> _About this task_
List every line below containing "graph".

> _Exercise data_

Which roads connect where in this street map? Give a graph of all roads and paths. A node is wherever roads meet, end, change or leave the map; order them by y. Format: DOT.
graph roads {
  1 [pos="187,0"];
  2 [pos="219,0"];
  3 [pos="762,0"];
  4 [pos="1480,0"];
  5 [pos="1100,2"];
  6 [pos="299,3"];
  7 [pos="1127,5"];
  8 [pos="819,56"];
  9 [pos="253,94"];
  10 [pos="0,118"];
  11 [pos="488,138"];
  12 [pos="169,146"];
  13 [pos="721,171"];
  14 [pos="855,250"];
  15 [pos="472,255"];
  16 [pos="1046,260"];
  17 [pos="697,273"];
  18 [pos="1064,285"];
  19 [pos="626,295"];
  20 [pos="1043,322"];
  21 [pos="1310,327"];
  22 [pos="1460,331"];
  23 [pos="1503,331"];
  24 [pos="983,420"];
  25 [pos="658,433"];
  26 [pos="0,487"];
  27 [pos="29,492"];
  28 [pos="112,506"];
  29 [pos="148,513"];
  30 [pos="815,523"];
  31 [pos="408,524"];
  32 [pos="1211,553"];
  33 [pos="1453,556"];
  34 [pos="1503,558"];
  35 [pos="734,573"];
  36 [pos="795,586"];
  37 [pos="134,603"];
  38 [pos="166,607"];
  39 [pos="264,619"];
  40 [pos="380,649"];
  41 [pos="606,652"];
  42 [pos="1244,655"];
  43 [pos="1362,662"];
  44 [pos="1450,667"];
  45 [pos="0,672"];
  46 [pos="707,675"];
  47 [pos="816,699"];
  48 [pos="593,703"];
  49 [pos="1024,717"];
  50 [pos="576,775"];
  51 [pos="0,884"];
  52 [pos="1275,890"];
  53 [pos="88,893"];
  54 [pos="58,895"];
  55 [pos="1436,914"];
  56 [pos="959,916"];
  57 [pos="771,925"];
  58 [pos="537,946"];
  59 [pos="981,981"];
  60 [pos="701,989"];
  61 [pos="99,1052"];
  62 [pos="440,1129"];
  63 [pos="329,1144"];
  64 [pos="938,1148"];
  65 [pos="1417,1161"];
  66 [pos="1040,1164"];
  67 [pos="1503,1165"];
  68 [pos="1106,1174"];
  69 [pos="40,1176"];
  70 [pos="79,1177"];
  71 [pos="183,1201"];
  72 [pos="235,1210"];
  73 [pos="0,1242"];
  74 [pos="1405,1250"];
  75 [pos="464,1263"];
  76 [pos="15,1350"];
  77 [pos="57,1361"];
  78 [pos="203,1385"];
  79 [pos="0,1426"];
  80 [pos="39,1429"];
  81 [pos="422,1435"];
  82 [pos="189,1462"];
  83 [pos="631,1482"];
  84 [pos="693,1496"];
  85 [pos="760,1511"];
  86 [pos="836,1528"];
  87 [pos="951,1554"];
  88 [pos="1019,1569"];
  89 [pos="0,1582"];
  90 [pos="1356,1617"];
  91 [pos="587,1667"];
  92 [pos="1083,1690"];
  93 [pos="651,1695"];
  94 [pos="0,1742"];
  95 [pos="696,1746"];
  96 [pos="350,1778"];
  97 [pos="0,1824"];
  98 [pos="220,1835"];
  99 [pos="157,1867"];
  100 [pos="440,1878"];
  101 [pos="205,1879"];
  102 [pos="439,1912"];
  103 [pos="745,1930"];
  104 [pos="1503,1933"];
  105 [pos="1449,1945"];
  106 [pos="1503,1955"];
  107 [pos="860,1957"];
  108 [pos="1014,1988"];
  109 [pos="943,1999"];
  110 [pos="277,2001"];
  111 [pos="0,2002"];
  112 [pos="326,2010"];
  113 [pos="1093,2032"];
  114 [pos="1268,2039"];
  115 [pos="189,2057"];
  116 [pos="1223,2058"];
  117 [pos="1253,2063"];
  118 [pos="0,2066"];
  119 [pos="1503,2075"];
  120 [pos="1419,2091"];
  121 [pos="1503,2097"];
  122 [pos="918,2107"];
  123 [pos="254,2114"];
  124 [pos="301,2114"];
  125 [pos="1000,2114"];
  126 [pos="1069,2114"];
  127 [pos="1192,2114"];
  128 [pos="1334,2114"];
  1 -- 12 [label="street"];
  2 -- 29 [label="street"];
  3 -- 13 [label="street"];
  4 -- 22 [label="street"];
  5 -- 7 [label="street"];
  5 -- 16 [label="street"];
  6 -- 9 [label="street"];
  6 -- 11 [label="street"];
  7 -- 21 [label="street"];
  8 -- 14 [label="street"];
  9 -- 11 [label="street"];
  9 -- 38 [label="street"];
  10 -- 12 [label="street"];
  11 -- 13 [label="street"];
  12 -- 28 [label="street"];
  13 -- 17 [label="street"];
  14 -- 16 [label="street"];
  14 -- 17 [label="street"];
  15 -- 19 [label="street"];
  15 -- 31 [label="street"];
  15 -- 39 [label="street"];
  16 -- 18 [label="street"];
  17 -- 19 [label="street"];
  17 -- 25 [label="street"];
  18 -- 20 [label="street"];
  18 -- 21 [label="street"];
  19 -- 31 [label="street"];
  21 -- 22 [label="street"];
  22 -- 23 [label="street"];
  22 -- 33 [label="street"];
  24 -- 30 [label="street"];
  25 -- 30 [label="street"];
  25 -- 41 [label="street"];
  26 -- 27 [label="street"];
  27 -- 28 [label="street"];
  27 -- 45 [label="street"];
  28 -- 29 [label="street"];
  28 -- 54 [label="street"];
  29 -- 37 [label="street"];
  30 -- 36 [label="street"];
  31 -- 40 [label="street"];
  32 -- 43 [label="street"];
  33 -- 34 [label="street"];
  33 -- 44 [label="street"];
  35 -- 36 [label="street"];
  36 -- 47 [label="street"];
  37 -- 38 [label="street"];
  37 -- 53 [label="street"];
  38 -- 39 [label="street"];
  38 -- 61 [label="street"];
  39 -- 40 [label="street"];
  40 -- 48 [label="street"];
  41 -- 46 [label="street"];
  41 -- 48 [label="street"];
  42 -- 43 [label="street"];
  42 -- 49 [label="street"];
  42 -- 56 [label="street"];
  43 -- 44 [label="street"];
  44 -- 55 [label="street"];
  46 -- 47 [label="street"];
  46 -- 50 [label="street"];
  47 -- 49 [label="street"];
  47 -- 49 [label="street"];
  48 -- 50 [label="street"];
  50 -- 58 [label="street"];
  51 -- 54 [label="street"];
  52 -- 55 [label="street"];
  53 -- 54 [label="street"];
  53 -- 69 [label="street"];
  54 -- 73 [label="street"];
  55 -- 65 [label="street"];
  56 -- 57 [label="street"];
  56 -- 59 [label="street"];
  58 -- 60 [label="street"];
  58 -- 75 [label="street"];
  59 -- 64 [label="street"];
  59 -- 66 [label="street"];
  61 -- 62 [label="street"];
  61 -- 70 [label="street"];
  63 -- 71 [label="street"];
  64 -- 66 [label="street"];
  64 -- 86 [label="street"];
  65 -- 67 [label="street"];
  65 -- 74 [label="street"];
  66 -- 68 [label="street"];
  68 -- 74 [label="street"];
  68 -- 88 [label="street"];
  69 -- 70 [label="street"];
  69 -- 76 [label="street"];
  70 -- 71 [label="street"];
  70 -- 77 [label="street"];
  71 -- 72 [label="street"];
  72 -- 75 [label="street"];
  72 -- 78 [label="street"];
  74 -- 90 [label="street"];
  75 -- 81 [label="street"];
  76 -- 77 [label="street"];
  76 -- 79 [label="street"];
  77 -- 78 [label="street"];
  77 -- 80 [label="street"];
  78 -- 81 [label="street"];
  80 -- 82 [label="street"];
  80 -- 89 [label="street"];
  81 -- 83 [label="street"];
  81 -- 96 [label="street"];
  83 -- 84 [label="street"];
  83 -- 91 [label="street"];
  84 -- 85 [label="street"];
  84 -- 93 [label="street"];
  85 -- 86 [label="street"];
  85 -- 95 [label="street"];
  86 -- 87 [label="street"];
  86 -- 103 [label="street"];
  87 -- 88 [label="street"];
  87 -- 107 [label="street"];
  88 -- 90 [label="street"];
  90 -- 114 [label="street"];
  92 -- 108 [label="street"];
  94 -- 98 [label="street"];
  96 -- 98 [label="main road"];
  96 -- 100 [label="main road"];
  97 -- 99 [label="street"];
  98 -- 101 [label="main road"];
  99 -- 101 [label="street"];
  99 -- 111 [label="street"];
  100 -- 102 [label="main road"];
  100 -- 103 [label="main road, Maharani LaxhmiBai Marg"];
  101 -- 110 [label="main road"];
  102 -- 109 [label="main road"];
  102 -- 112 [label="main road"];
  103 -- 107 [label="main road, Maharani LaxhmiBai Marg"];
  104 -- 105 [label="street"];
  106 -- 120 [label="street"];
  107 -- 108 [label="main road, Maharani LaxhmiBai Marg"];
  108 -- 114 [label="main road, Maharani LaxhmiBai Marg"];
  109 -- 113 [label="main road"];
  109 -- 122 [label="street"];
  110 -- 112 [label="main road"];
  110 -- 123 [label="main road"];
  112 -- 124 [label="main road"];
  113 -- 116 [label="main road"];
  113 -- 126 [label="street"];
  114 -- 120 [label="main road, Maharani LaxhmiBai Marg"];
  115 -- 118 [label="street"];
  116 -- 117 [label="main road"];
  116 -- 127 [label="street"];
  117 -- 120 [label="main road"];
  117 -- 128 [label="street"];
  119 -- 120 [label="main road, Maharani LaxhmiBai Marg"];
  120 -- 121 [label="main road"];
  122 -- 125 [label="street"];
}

> _Exercise response_
Which roads connect where in this street map? Give a graph of all roads and paths. A node is wherever roads meet, end, change or leave the map; order them by y. Format: DOT.
graph roads {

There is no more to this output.